After a streak of strong growth years, the residentialsolarmarket hit a wall this year.
The final tally isn’t in yet, but the list of casualties in 2017 speaks volumes: American Solar Direct, OneRoof Energy, NRG Home Solar, Direct Energy Solar’s residential business, SolarCity (sunk into Tesla) and Sungevity.
That last one, Sungevity, capped a 10-year run with an acrimonious bankruptcy in March. At the time, the company’s leadership refrained from commenting. Until now.
Founder and CEO Andrew Birch is finally speaking publicly for the first time.
Birch opened up at an October installment of Watt It Takes, a speaker series produced by Oakland cleantech incubator Powerhouse and Greentech Media. We’re releasing the podcast and takeaways from an extended interview.
The Scottish investment banker-turned-entrepreneur has spent the last five months soul-searching. He’s also been on a global solar power listening tour of sorts — focusing on why residential solar costs are so high compared to other countries that have fewer permitting and bureaucratic hurdles.

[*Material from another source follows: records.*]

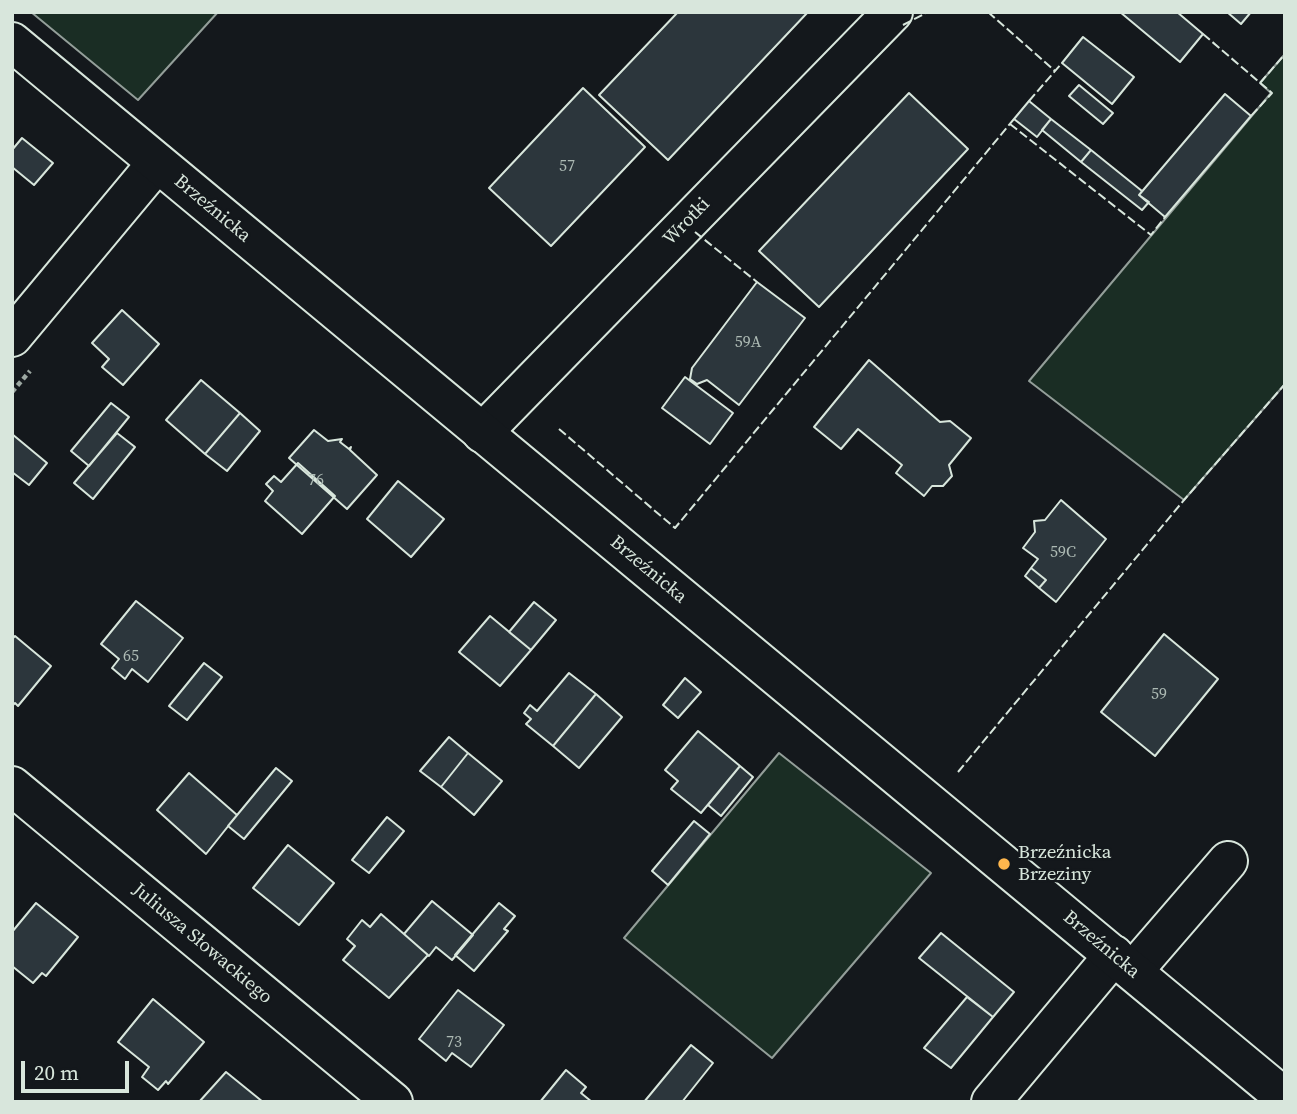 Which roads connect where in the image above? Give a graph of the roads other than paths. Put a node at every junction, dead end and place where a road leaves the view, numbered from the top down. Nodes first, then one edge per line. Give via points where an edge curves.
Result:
1 (893, 12) edge
2 (12, 42) edge
3 (157, 163) junction
4 (12, 337) edge
5 (482, 433) junction
6 (12, 786) edge
7 (1228, 861) dead end
8 (1123, 963) junction
9 (1285, 1098) edge
10 (393, 1102) edge
11 (991, 1102) edge

1 - 5 main road, Wrotki
2 - 3 main road, Brzeźnicka
3 - 4 main road
3 - 5 main road, Brzeźnicka
5 - 8 main road, Brzeźnicka
6 - 10 main road, Juliusza Słowackiego
7 - 8 main road
8 - 9 main road, Brzeźnicka
8 - 11 main road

At the Watt It Takes event, Birch narrated how Sungevity transformed from the dubiously named internetsolar.com into a top installer that deployed 25,000 systems across multiple continents. The startup was the first to use satellite imagery to design and sell systems online, saving money by avoiding multiple truck rolls to close a deal.

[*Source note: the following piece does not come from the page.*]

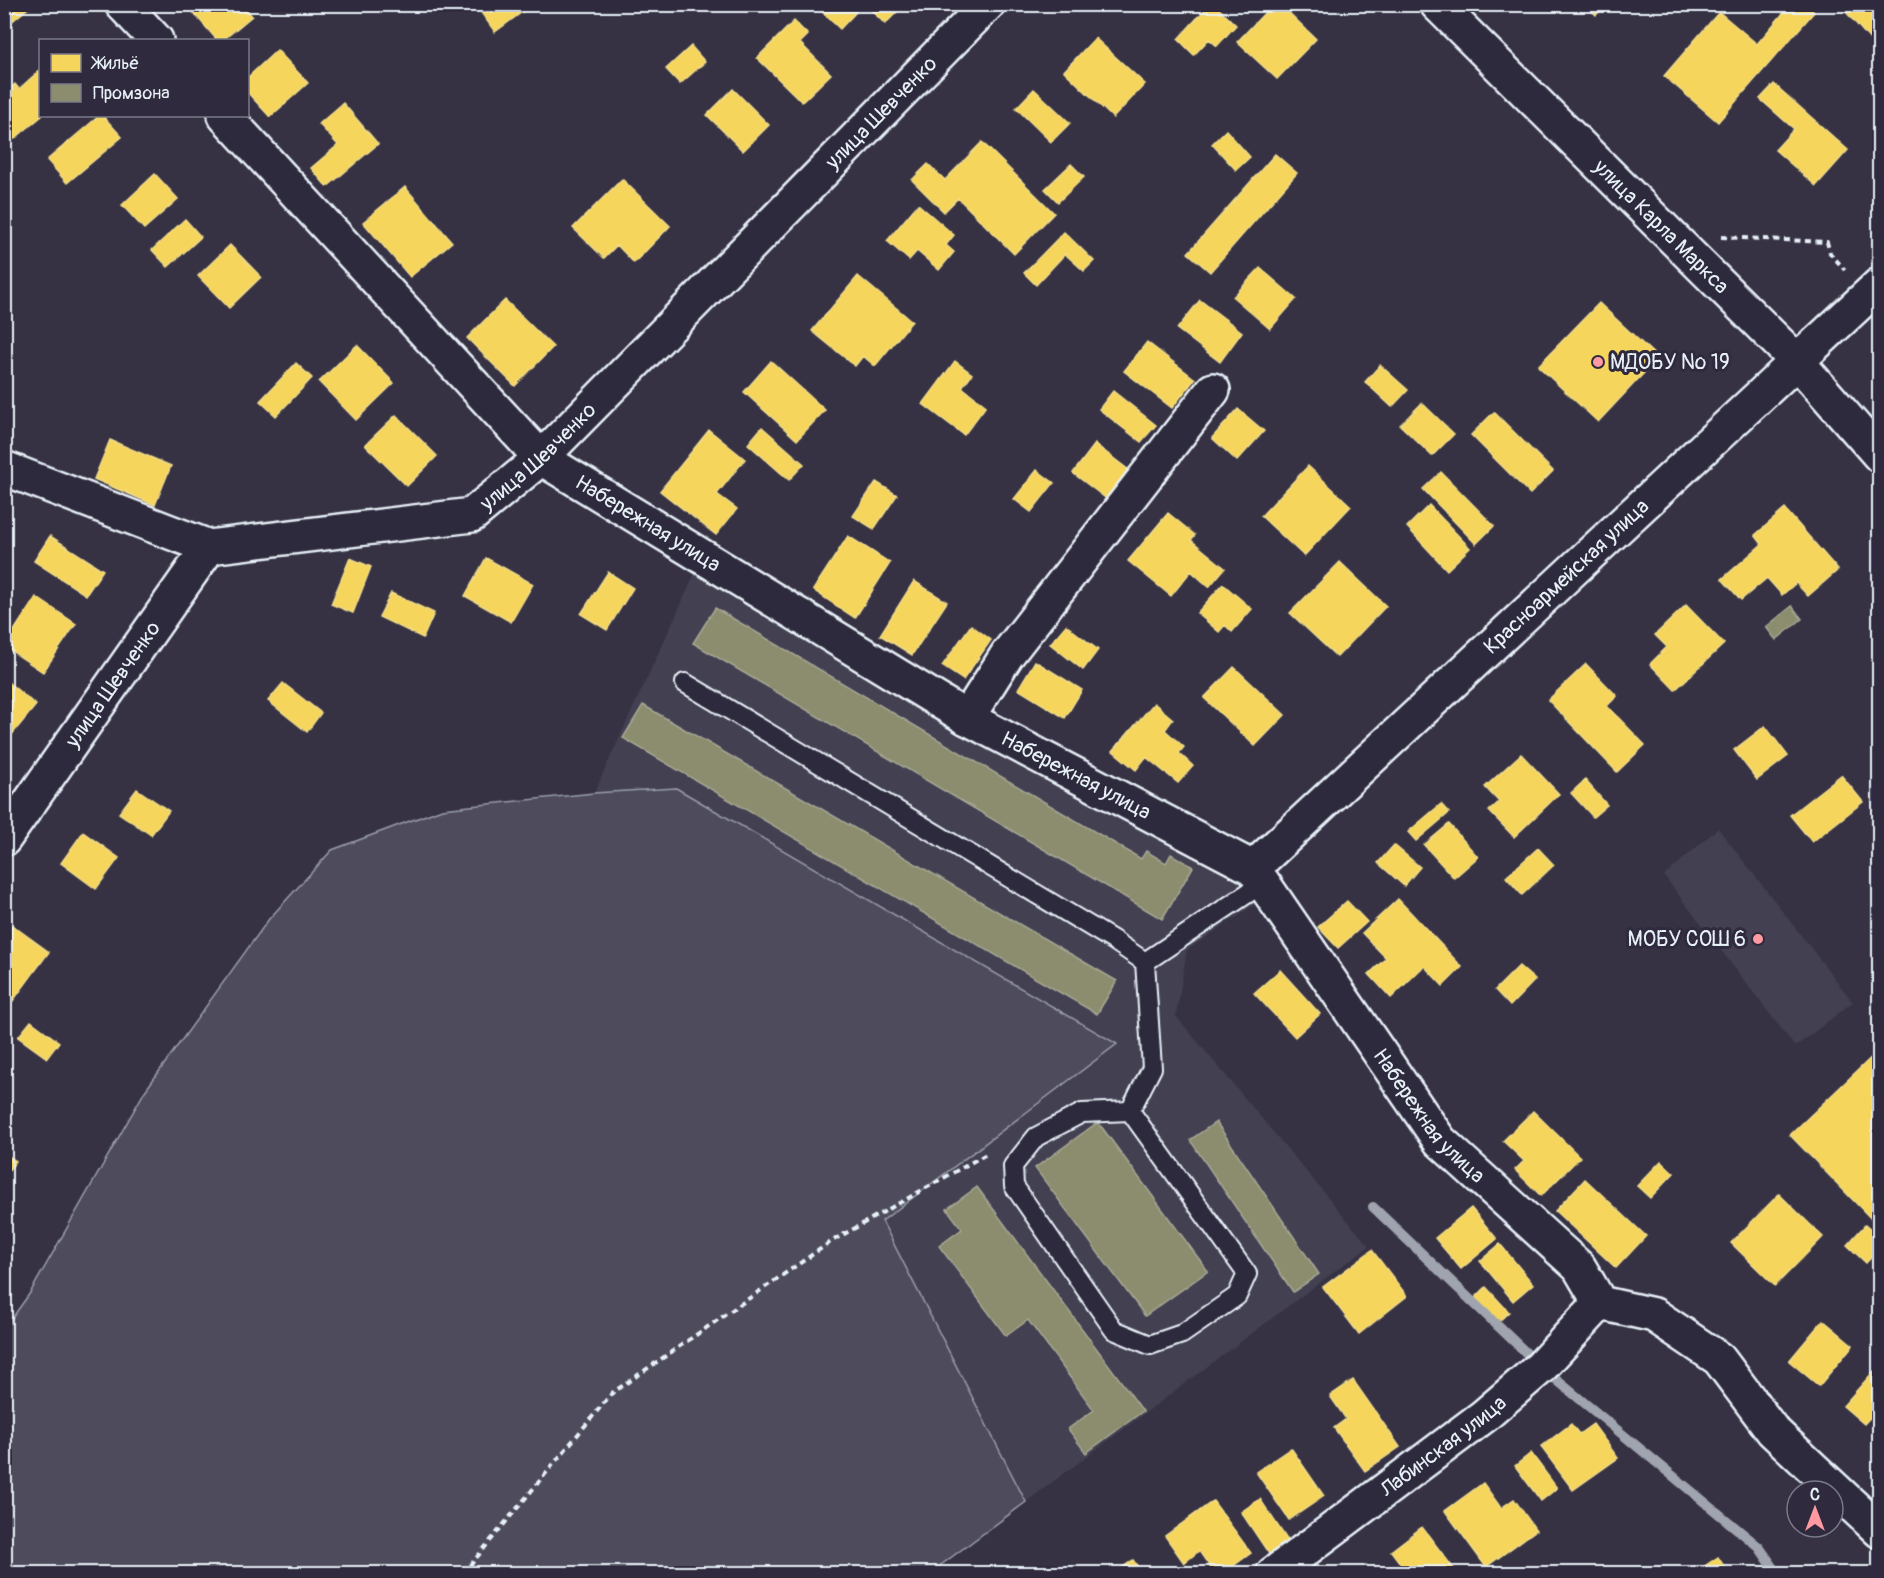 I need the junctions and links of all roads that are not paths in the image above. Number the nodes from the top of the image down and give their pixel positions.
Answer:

But the company burned through money in order to keep up with the rooftop-solar arms race. By 2016, Sungevity hoped to turn itself into a digital origination platform, using its considerable investment in solar software to help other companies sell and install solar. Building that “asset-light” platform required even more upfront capital, and the company never managed to secure a major investment to fund the idea.
As money ran out, a life-preserving $200 million infusion via reverse merger fell through at the close of 2016. There was no Plan B. The leadership found a buyer in the form of private equity firm Northern Pacific Group, which reconstituted the company as Solar Spectrum. Engie purchased the European operation.
The story doesn’t end there: In August, NPG resurrected the Sungevity brand to organize a growing portfolio of solar companies. The European branch had accounted for 30 percent of sales in 2016; now it’s as big as Sungevity was last year, Birch said.